Sunday, January 15, 2023
a machine gun with just a barrel.
In the formula for the g force when throwing a fives ball, it occurred to me that i had cheated a little in suggesting the trajectory was basically on a line to the target. This is not necessarily true. So for instance think of the throwing the hammer competitor. With a very long rope part the forces could be quite gentle, and the distance quite long. Instinctively i think the fives throw is pretty straight, though people using a straight arm will definite have an arc.
This made me think of making big coil of tubing starting at the centre, made into a rigid wheel-like thing. You have it spinning very fast. You place a ball in the tube at the centre and the ball will be thrown out in a direction dependent on the speed of input and rotation of the ball, and the rotation of the wheel. But in principal, this is a machine gun firing out balls as fast as they are fed into the machine.

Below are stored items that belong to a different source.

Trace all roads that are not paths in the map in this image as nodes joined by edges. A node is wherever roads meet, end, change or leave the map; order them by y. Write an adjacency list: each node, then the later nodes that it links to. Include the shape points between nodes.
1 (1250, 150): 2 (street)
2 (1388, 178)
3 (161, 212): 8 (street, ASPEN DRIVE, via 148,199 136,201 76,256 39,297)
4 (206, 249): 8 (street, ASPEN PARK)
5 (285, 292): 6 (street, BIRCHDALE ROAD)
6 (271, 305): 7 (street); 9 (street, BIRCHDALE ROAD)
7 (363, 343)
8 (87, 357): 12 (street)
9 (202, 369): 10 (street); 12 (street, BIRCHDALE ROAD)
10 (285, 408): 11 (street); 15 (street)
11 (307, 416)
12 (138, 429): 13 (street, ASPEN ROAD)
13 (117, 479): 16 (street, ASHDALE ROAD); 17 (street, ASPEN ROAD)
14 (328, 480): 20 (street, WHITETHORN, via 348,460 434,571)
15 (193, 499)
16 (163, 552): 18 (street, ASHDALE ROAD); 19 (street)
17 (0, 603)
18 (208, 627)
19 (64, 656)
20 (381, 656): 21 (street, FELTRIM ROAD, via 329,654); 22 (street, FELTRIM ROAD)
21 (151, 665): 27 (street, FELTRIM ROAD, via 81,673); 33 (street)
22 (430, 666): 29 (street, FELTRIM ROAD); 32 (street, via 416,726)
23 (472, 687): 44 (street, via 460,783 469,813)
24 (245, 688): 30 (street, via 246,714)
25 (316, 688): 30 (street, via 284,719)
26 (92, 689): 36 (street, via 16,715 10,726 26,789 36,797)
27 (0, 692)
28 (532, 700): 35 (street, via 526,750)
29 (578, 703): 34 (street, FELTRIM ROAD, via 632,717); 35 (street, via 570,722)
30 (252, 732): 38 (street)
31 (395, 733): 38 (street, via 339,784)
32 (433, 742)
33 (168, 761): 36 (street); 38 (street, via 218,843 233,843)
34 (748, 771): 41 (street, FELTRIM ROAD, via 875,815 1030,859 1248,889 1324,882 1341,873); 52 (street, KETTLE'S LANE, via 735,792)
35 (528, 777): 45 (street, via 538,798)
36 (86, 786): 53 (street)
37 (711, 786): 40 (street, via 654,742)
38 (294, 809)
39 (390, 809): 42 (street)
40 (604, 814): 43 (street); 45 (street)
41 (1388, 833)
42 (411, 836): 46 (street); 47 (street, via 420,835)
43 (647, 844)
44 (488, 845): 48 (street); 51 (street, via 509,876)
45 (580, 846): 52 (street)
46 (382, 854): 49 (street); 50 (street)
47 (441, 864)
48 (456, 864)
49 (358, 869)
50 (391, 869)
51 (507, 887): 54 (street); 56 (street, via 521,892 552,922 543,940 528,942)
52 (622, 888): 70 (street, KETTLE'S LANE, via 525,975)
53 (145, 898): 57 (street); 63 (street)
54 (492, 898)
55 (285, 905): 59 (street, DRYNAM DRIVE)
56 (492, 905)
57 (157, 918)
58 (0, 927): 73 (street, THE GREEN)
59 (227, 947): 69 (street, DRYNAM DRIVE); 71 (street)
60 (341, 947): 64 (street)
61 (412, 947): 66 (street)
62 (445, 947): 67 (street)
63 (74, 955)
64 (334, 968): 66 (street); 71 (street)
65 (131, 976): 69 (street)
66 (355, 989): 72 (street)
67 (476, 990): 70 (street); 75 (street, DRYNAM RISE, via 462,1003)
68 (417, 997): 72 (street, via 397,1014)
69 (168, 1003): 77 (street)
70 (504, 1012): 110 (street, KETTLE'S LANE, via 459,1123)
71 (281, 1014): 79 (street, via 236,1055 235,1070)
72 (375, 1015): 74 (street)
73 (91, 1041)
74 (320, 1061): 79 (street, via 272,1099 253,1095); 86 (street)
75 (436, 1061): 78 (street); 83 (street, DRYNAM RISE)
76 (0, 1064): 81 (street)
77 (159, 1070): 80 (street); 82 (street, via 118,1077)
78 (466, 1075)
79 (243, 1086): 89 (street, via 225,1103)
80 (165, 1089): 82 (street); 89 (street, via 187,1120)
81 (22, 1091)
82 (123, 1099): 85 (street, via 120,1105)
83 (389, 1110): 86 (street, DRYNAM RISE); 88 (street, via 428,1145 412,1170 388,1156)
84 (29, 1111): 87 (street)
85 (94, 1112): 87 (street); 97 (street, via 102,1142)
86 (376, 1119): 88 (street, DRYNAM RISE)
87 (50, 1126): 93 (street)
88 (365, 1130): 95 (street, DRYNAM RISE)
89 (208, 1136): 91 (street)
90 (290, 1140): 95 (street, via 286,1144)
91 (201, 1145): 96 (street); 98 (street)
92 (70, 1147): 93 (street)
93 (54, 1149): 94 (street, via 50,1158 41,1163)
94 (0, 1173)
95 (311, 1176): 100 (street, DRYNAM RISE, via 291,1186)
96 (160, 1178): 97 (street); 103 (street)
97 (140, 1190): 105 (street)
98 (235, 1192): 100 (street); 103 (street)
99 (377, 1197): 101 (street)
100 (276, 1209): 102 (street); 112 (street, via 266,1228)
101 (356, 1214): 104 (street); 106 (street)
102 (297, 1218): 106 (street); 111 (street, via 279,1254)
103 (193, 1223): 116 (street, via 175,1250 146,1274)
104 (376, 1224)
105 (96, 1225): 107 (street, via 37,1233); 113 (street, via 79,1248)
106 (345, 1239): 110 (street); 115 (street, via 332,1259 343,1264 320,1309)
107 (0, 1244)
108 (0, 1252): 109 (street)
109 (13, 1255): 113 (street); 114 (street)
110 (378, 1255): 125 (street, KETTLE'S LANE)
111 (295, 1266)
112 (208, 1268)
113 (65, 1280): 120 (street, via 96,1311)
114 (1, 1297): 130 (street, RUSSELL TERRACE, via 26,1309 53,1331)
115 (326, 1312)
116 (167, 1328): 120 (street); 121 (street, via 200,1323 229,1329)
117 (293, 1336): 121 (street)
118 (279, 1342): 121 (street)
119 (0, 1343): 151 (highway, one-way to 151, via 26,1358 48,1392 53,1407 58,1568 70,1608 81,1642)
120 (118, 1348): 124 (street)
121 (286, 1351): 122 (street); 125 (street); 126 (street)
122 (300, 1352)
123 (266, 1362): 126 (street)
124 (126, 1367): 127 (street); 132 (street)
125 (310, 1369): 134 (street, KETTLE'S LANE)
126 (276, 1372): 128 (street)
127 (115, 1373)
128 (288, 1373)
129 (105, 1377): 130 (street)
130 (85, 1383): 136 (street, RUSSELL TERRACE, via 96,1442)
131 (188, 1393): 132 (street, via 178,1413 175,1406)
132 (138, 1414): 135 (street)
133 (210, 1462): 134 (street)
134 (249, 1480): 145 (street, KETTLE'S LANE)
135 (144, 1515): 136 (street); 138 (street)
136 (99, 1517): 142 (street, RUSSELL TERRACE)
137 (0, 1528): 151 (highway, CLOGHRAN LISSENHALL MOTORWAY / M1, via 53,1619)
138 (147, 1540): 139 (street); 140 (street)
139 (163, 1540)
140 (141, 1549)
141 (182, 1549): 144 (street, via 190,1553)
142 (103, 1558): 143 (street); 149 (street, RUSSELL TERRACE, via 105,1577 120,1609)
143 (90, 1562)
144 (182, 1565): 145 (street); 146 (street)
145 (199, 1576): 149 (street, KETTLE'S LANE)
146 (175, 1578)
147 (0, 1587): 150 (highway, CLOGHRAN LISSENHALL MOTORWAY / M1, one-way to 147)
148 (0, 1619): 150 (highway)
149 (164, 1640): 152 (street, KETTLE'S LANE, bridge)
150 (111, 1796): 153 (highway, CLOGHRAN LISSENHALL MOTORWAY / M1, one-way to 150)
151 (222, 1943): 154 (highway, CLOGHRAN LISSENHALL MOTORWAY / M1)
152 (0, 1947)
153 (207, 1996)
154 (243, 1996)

The balls will emerge rotating very fast as they are forced into close contact with the outer surface of the pipe by the rotation. This could be used, I think to maintain height, by pushing more air down at the front and less up at the rear. The disc would be at right angles to the earth surface. You would have difficulty keeping any oil in this barrel.
There may be a need to have a release mechanism at the exit. You will note that there are two ways of setting this up. Ie you can spin it either way. On exit the speed of the ball relative to the ground will be faster with the opening spinning into the 'wind'.
The thing needs a bit more thought.
The thing needs a bit more thought.
Reminds me slightly of the giroscopic rocket launcher that is being developed.
M
Tuesday, January 10, 2023
acceleration in throwing
People have no idea about acceleration, except perhaps full body acceleration, such as a racing start in a ferrari. But ask them how much acceleration they can achieve throwing a ball, and they have no idea. Even estimating that of a ferrari is almost an impossible talk. Must be much more than throwing a ball, is the normal thought.
They may get the notion that fighter pilots with special clothing might manage to fly in the area of 5 to 10 g.
I have been fascinated by the idea of guessing answers with the help of dimensions such as time, length, mass, dimensionless numbers, etc.
So lets try an example of throwing a fives ball as hard,as you can, and ask the question about the average accelaration in the process.
The key dimensions are
- length of path of the ball before release, taking a straight line between start and finish.
Lets say 6 feet, which might include the thrower stepping forward.
- the speed at time of release. Lets be optimistic and say 90 miles per hour.
Ok, lets get to some easier units. 30 miles an hour is 1 mile in 2 minutes. Or 880 yards in one minute, or 44 yards in 3 seconds, or finally 44 feet in one second. So 90 mph is 132 feet per second.
- 1 g is 32 feet per second per second. that is a length divided by time twice.
Clearly you can do this all in metric if you insist.
That is all we need. The answer we want is a number of g, that is a dimensionless number
Lets build up a formula. The greater the speed the bigger the answer. So lets put the speed in the numerator. Similarly the bigger g is the the smaller the answer will be, so lets have that in the denominator.
Our last figure is just a length, so we need to eliminate time by squaring the speed, which leaves us with a dimension of length.
This we can eliminate by dividing be the distance of the acceleration, namely 6 feet.
So we have arrived at a dimensionless answer of
132 times 132 divided by ( 6 times 32 )
Speed squared / ( length times gravity)
AND
there may be a factor to multiply by. I am going to guess a half, as length times gravity is a force times a distance , that is an energy which is normally half velocity squared, the factor coming from intergration.
So my answer is 132*132/(2*6*32) g
Or 45g
This might seem on the high side, maybe the speed is only 60, giving 20 g.
But the calculation is basically correct. The energy equation is
V**2 / 2 = force * distance
The figures are really amazing, but the effects are only that large at the extremities where the fingers touch the ball, and these must be very tough.
The ferrari is pathetic.
Martin